[Start of section]

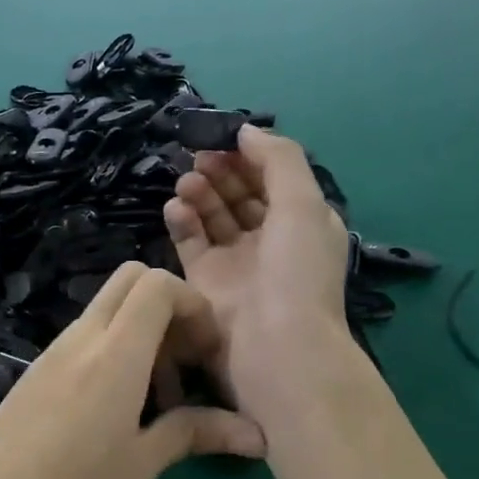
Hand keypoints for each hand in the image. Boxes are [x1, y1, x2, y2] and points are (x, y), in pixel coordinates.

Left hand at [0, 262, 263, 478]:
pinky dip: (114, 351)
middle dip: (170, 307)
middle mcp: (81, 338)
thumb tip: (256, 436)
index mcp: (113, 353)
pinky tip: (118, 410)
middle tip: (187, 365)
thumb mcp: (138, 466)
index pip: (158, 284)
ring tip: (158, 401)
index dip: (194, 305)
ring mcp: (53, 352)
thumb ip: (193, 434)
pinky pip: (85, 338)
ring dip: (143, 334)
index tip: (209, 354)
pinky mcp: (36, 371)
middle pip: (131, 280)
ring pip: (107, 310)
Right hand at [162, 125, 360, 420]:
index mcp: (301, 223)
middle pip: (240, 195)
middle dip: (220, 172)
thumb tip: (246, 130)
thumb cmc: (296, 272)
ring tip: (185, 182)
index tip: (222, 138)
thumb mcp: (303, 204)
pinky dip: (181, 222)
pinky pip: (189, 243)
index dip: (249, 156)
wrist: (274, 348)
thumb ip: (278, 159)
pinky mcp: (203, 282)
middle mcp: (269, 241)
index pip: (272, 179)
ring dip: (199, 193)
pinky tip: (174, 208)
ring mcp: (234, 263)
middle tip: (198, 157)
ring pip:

[End of section]

Problem description: Line by line and exactly, write out the material above. Skip the pictures.

Result for this exercise:
Hand keypoints for each hand in the image. Boxes are [x1, y1, x2, y2] and points are (x, y), in pixel coordinates.

Left hand at [0, 262, 263, 478]:
pinky dip: (114, 351)
middle dip: (170, 307)
middle mcp: (81, 338)
thumb tip: (256, 436)
index mcp: (113, 353)
pinky tip: (118, 410)
middle tip: (187, 365)
thumb mcp: (138, 466)
index pip: (158, 284)
ring tip: (158, 401)
index dip: (194, 305)
ring mcp: (53, 352)
thumb ip: (193, 434)
pinky pip: (85, 338)
ring dip: (143, 334)
index tip: (209, 354)
pinky mcp: (36, 371)
middle pip: (131, 280)
ring pip: (107, 310)
Right hand at [162, 125, 360, 420]:
index mcp: (301, 223)
middle pip: (240, 195)
middle dip: (220, 172)
thumb tip: (246, 130)
thumb cmc: (296, 272)
ring tip: (185, 182)
index tip: (222, 138)
thumb mcp: (303, 204)
pinky dip: (181, 222)
pinky pip: (189, 243)
index dip: (249, 156)
wrist: (274, 348)
thumb ip: (278, 159)
pinky mcp: (203, 282)
middle mcp: (269, 241)
index pip: (272, 179)
ring dip: (199, 193)
pinky tip: (174, 208)
ring mcp: (234, 263)
middle tip: (198, 157)
ring pip:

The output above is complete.